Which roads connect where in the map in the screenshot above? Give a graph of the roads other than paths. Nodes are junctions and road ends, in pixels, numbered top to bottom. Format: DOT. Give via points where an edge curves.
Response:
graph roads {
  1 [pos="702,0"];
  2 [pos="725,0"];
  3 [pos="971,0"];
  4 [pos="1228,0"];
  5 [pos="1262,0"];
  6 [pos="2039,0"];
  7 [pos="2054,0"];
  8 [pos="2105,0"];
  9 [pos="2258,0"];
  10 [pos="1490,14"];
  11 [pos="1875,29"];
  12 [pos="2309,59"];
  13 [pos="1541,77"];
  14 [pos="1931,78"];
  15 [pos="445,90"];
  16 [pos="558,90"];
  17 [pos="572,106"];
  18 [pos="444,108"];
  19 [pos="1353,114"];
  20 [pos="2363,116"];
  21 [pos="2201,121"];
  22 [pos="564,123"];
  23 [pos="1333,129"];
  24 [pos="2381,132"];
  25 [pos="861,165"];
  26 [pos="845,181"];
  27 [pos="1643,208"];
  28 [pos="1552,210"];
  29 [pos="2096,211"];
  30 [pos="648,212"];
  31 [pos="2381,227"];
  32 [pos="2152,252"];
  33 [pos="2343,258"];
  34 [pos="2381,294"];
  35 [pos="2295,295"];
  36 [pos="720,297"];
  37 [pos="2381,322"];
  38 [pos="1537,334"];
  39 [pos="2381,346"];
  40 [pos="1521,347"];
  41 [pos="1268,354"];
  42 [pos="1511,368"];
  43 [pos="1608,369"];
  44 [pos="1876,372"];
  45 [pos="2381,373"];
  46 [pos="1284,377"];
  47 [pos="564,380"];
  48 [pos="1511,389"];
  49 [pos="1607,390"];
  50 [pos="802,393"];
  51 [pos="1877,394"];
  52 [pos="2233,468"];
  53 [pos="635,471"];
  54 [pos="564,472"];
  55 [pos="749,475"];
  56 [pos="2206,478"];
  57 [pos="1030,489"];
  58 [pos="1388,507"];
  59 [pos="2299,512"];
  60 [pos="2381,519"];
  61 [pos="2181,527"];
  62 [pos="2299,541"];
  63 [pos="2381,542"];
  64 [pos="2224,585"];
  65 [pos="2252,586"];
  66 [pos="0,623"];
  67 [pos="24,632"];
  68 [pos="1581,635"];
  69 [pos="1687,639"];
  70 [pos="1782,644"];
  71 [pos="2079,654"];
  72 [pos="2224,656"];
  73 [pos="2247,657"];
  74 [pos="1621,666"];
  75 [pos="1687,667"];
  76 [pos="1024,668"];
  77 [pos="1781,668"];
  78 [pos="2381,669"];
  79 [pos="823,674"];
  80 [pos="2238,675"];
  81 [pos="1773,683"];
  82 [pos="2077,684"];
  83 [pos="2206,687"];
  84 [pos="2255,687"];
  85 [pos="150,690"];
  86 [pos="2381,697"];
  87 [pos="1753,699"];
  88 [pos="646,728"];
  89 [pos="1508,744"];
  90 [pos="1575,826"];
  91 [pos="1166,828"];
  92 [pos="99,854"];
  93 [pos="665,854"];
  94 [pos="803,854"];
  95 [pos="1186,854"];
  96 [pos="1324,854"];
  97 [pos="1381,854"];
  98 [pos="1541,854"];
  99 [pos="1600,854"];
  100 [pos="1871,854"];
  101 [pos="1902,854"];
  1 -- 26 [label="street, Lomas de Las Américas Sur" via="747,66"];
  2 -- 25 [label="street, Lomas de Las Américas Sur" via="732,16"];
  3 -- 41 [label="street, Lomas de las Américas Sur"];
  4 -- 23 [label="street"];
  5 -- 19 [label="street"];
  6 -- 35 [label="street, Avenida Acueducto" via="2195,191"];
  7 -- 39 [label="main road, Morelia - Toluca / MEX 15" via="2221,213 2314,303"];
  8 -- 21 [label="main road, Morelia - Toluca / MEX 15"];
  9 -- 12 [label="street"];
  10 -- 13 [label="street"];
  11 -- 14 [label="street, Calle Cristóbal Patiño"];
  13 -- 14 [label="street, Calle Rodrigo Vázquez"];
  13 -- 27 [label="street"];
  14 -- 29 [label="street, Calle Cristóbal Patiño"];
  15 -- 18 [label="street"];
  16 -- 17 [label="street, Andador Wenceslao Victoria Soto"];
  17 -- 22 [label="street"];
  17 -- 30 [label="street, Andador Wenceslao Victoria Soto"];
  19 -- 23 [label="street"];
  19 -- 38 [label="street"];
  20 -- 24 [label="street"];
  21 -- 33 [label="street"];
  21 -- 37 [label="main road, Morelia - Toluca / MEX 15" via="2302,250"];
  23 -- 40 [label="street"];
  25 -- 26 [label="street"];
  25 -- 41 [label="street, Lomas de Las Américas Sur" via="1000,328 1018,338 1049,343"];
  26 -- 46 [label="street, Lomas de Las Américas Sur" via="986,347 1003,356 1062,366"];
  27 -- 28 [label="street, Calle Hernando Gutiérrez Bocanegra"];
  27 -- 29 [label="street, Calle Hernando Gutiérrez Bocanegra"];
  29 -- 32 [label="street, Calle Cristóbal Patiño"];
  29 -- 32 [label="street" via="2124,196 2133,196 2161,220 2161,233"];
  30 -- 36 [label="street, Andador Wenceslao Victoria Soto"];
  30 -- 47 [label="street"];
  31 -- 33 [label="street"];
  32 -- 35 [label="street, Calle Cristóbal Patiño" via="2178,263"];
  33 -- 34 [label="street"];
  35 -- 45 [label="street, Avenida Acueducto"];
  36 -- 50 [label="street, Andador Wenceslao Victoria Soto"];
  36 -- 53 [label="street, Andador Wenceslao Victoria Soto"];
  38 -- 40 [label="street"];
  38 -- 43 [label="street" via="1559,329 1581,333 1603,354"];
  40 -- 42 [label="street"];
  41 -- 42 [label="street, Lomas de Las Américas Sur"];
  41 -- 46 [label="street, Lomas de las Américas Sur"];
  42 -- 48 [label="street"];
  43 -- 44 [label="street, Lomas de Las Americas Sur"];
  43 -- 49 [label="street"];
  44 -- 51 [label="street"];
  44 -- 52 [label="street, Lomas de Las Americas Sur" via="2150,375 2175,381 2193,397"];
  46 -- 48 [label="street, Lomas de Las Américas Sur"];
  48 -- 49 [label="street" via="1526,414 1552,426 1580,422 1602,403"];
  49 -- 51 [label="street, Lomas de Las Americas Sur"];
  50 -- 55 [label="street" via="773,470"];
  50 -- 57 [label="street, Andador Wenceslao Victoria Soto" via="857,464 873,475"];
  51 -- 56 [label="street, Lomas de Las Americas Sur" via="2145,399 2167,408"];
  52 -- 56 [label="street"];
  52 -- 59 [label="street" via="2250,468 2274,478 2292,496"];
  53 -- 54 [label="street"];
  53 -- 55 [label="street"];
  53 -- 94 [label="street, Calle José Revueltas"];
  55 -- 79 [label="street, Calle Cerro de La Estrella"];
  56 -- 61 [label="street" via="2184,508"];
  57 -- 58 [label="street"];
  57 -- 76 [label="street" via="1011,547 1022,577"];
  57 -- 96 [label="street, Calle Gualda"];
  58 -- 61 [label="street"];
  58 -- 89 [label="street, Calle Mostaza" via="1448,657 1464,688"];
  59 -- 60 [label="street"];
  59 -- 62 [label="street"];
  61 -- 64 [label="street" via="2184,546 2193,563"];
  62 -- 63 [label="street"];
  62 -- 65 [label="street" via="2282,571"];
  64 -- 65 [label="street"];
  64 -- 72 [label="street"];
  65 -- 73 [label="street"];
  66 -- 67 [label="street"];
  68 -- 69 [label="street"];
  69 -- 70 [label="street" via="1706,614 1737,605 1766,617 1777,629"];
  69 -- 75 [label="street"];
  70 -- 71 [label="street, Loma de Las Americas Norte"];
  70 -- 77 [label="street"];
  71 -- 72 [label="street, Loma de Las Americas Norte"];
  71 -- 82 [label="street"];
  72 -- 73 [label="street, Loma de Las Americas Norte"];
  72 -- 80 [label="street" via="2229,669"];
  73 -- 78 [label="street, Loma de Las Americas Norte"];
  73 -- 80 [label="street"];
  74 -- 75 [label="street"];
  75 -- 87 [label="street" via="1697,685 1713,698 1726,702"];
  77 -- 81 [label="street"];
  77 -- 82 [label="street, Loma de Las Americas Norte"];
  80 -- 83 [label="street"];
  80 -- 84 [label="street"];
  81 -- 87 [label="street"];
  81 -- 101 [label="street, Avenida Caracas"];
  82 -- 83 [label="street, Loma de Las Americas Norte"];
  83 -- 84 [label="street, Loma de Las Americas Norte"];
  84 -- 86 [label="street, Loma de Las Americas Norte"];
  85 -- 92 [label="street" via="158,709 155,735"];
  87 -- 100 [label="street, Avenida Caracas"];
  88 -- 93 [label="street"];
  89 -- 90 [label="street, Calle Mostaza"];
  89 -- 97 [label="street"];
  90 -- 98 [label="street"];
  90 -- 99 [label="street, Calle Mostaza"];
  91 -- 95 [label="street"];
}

About this exercise —
Please copy all lines of the listing in which the string "Victoria" occurs.

Exercise response —
  16 -- 17 [label="street, Andador Wenceslao Victoria Soto"];
  17 -- 30 [label="street, Andador Wenceslao Victoria Soto"];
  30 -- 36 [label="street, Andador Wenceslao Victoria Soto"];
  36 -- 50 [label="street, Andador Wenceslao Victoria Soto"];
  36 -- 53 [label="street, Andador Wenceslao Victoria Soto"];
  50 -- 57 [label="street, Andador Wenceslao Victoria Soto" via="857,464 873,475"];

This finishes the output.